Japan ranks 39th in the 2016 Environmental Performance Index, which measures a nation's commitment to environmental sustainability. As a signatory of the Kyoto Protocol, and host of the 1997 conference that created it, Japan is under treaty obligation to reduce its carbon dioxide emissions and to take other steps to curb climate change.

Culture

Japanese culture has evolved greatly from its origins. Contemporary culture combines influences from Asia, Europe and North America. Traditional Japanese arts include crafts such as ceramics, textiles, lacquerware, swords and dolls; performances of bunraku, kabuki, noh, dance, and rakugo; and other practices, the tea ceremony, ikebana, martial arts, calligraphy, origami, onsen, Geisha and games. Japan has a developed system for the protection and promotion of both tangible and intangible Cultural Properties and National Treasures. Nineteen sites have been inscribed on the UNESCO World Heritage List, fifteen of which are of cultural significance.

Art

Further information: Japanese art, Japanese architecture, Japanese garden, and Japanese aesthetics

The Shrines of Ise have been celebrated as the prototype of Japanese architecture. Largely of wood, traditional housing and many temple buildings see the use of tatami mats and sliding doors that break down the distinction between rooms and indoor and outdoor space. Japanese sculpture, largely of wood, and Japanese painting are among the oldest of the Japanese arts, with early figurative paintings dating back to at least 300 BC. The history of Japanese painting exhibits synthesis and competition between native Japanese aesthetics and adaptation of imported ideas.

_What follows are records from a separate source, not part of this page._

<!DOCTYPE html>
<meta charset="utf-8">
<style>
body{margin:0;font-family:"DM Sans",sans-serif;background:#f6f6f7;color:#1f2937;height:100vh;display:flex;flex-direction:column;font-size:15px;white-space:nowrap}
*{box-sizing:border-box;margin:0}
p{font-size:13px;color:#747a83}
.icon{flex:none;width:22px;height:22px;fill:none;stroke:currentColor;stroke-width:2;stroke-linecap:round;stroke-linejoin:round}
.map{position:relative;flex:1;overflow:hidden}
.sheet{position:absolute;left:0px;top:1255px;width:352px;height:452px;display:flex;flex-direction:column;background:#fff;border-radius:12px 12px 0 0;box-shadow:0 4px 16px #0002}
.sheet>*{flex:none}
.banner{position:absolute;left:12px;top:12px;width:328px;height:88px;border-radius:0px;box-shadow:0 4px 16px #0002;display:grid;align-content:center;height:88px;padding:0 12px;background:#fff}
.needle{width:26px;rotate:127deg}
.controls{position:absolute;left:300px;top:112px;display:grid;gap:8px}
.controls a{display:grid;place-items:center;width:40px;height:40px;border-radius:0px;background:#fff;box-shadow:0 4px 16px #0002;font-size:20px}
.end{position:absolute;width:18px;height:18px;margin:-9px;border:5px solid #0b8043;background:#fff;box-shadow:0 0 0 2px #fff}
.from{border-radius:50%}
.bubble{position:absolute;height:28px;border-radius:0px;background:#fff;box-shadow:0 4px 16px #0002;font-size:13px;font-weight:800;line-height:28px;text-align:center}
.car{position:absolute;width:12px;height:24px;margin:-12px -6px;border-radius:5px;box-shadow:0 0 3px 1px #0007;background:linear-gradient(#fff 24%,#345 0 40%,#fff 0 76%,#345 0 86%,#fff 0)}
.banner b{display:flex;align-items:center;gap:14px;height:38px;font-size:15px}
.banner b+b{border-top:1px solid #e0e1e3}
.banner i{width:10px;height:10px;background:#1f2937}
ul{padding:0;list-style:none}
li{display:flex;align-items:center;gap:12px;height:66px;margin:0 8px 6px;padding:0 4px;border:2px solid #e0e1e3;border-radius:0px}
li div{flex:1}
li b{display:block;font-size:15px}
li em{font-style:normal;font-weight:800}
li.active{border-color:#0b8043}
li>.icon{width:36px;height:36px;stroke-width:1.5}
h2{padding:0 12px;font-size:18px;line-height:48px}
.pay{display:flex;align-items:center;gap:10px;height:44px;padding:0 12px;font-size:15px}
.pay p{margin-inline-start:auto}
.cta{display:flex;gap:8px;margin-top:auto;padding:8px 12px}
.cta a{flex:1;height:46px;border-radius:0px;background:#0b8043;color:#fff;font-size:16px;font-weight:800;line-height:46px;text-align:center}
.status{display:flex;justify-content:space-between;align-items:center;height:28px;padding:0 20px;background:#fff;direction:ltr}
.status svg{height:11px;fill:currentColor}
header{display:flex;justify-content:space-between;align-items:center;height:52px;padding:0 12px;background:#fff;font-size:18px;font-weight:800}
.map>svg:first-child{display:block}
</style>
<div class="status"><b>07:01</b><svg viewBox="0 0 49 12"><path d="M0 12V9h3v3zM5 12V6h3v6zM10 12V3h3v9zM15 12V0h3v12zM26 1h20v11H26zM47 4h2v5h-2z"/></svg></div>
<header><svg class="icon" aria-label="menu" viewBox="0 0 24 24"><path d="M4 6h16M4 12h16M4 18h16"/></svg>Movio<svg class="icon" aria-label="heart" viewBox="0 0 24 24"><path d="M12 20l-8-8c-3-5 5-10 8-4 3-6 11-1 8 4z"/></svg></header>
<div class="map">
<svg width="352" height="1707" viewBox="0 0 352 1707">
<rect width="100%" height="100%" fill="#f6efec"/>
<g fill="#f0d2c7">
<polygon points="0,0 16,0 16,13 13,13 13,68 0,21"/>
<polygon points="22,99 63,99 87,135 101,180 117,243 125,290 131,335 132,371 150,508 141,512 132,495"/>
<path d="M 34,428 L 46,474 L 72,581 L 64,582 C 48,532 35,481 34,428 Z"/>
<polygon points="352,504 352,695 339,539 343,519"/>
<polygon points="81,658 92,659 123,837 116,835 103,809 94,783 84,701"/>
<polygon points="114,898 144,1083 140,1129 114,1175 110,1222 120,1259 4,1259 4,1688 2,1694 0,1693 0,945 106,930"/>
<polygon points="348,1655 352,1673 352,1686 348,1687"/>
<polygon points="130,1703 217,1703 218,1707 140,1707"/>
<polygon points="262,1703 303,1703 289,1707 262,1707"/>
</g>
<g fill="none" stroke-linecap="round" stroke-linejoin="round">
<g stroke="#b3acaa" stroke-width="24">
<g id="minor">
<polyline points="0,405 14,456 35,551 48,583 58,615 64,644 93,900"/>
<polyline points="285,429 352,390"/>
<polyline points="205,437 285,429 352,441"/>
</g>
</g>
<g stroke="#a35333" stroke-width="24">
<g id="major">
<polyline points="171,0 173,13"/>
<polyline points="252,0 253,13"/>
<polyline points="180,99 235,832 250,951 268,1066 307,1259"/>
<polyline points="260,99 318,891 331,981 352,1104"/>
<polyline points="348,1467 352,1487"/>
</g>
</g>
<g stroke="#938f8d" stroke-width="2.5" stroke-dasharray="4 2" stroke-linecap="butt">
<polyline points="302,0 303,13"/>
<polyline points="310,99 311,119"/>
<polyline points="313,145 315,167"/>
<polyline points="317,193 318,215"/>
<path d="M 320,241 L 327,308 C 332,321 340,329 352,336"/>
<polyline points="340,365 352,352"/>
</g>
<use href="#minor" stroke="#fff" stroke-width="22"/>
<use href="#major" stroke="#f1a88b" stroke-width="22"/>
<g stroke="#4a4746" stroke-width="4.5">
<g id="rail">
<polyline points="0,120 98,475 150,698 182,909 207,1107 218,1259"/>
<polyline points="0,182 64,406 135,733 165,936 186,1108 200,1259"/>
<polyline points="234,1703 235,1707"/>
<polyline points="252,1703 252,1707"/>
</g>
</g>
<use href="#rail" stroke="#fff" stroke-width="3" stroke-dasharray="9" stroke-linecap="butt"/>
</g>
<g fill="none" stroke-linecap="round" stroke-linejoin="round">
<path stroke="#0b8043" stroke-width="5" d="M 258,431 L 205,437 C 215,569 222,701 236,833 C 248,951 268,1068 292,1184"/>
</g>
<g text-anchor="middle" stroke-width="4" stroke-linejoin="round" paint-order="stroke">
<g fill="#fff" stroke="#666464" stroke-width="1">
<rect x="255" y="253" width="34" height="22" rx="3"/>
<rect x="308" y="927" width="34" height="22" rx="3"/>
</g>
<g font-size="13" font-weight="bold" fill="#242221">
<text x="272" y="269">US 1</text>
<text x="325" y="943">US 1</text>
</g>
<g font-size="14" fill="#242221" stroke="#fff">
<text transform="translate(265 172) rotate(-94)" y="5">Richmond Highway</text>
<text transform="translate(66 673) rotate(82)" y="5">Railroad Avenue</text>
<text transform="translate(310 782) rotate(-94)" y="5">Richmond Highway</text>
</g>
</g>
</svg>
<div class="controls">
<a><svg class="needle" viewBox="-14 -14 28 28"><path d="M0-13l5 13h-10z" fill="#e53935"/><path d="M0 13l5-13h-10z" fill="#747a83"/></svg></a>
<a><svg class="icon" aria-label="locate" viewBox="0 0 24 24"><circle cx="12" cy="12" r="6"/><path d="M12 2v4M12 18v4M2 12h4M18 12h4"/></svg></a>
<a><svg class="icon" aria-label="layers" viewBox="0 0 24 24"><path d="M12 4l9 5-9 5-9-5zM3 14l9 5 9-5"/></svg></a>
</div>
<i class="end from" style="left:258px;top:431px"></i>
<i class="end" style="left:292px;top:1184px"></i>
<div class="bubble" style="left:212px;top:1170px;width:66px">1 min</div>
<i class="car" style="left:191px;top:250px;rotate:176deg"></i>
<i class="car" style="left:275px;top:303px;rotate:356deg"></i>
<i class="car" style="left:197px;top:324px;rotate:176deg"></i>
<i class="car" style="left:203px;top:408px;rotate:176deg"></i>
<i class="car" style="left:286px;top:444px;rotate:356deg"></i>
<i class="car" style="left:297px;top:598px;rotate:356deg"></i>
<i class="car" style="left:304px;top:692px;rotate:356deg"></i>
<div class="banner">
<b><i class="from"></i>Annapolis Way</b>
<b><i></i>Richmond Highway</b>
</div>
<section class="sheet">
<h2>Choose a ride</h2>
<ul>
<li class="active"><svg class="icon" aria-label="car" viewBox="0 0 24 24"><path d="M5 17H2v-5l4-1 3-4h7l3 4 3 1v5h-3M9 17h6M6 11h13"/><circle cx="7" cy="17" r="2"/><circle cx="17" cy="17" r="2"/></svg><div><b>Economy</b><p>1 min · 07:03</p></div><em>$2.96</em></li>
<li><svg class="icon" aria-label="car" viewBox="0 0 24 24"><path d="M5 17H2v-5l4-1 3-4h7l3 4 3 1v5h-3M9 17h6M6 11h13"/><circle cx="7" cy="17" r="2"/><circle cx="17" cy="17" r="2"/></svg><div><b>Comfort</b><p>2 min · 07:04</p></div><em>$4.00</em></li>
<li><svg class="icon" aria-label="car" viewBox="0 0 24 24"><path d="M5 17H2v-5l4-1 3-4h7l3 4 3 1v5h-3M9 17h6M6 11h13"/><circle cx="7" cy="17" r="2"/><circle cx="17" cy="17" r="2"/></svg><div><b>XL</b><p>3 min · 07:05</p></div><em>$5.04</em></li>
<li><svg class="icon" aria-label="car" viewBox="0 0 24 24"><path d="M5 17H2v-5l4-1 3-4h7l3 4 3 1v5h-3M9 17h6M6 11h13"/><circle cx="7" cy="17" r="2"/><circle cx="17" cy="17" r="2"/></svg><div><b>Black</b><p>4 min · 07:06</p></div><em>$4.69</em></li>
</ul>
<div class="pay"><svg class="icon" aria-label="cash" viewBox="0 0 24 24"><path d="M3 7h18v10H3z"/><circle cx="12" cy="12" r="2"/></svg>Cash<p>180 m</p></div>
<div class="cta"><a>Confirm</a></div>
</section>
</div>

The interaction between Japanese and European art has been significant: for example ukiyo-e prints, which began to be exported in the 19th century in the movement known as Japonism, had a significant influence on the development of modern art in the West, most notably on post-Impressionism. Famous ukiyo-e artists include Hokusai and Hiroshige. Hokusai coined the term manga. Japanese comics now known as manga developed in the 20th century and have become popular worldwide. Japanese animation is called anime. Japanese-made video game consoles have been popular since the 1980s.

Music

Japanese music is eclectic and diverse. Many instruments, such as the koto, were introduced in the 9th and 10th centuries. The accompanied recitative of the Noh drama dates from the 14th century and the popular folk music, with the guitar-like shamisen, from the sixteenth. Western classical music, introduced in the late 19th century, now forms an integral part of Japanese culture. The imperial court ensemble Gagaku has influenced the work of some modern Western composers.

Notable classical composers from Japan include Toru Takemitsu and Rentarō Taki. Popular music in post-war Japan has been heavily influenced by American and European trends, which has led to the evolution of J-pop, or Japanese popular music. Karaoke is the most widely practiced cultural activity in Japan. A 1993 survey by the Cultural Affairs Agency found that more Japanese had sung karaoke that year than had participated in traditional pursuits such as flower arranging (ikebana) or tea ceremonies.

Cuisine

Japanese cuisine is based on combining staple foods, typically Japanese rice or noodles, with a soup and okazu — dishes made from fish, vegetable, tofu and the like – to add flavor to the staple food. In the early modern era ingredients such as red meats that had previously not been widely used in Japan were introduced. Japanese cuisine is known for its emphasis on seasonality of food, quality of ingredients and presentation. Japanese cuisine offers a vast array of regional specialties that use traditional recipes and local ingredients. The Michelin Guide has awarded restaurants in Japan more Michelin stars than the rest of the world combined.